Mickey Bryan Murder: How Did She Die? Who Killed Her?

A loving schoolteacher’s gruesome murder in Clifton, Texas, left the small city stunned. Mickey Bryan was alone in her home when she was shot to death in 1985. The bloody crime scene revealed few details of the culprit, and the investigators didn’t have a lot to go on at the start. ABC’s newest ’20/20′ episode delves into how the case was solved and the questions surrounding the forensic evidence presented during the trial. So, if you’re curious to know more about this case, we’ve got you covered.

How Did Mickey Bryan Die?

Mickey was a 44-year-old elementary school teacher in Clifton. She was described as a quiet and practical woman who loved helping children out. Mickey and Joe had known each other since their childhood but only started dating when they were pursuing their master’s degree in education at different universities. The couple married in 1969 and moved to Clifton in 1975. On October 15, 1985, Mickey’s colleagues were worried when she hadn’t shown up for work.

Joe was at an education conference in another city at the time, so loved ones went to check on Mickey. They found her in the bedroom. Mickey had been shot thrice in the head and once in the abdomen. She was on the bed and naked from the waist down. There was a lot of blood in the room. It seemed like a burglary since Mickey’s jewelry and watch were missing. Furthermore, the authorities couldn’t find a .357 pistol that was supposed to be at the Bryans’ home. They believed that it was the murder weapon.

Who Killed Mickey Bryan?

Apart from the blood on the walls and the ceiling, the police couldn’t find much else at the scene. There were no bloody fingerprints or shoe impressions. In addition, nobody reported seeing or hearing anything unusual in the area. Joe was questioned but maintained that he was at the conference in Austin, Texas. He told the police that he had spoken with Mickey at around 9 PM the night before. The vaginal swabs from Mickey also returned a negative test for semen.

Then, Mickey’s brother, Charlie, found something that would bring the focus right back on Joe. Charlie had been using Joe’s car during his stay there. One day, he found a flashlight in the trunk that seemed to have some bloody specks on its lens. The authorities then confirmed it was indeed blood — the same type as Mickey’s. However, that was also a very common blood type: Type O. A chemist also stated that plastic particles on the lens appeared to be consistent with the birdshot shell fragments found at the crime scene.

Joe was arrested and put on trial for his wife’s murder.
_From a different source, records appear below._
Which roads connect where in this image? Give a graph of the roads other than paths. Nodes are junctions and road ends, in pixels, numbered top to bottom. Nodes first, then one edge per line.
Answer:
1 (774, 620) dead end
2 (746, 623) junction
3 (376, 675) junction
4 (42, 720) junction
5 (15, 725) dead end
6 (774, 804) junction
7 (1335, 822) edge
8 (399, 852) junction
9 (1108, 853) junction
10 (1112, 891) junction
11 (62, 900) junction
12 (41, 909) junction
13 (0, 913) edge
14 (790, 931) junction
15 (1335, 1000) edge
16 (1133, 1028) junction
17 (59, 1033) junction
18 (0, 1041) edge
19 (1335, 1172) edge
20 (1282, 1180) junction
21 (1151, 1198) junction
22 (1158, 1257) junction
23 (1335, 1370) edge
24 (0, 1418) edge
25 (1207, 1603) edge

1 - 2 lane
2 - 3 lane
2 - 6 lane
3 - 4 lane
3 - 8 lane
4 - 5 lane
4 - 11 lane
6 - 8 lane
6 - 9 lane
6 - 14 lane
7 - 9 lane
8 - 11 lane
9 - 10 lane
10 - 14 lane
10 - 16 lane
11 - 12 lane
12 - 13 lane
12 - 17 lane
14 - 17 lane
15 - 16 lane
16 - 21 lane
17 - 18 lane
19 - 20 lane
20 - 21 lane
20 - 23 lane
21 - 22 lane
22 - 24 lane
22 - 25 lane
The prosecutor’s version of the events was that Joe drove the roughly 120-mile distance between Austin, Texas, and Clifton on a stormy night and killed Mickey. He then changed his clothes and drove back to continue attending his conference the next day. An expert witness in blood spatter analysis testified that the specks on the flashlight resulted from a blowback that happens during a shooting. He stated that the flashlight must have been in the killer’s hand when he shot Mickey.

But the motive for Joe to kill Mickey remained unclear. There was no evidence of any marital discord or violence. The expert witness also testified that the killer must have had a lot of blood on him after the shooting. However, Joe’s car was clean with no traces of blood. In the end, Joe was convicted based on the blood spatter evidence testimony. It was overturned on appeal, but Joe was found guilty yet again in 1989. He was sentenced to 99 years in prison. Over the years, the reliability of blood spatter evidence has come under the scanner, and Joe continues to fight for his exoneration after his release on parole.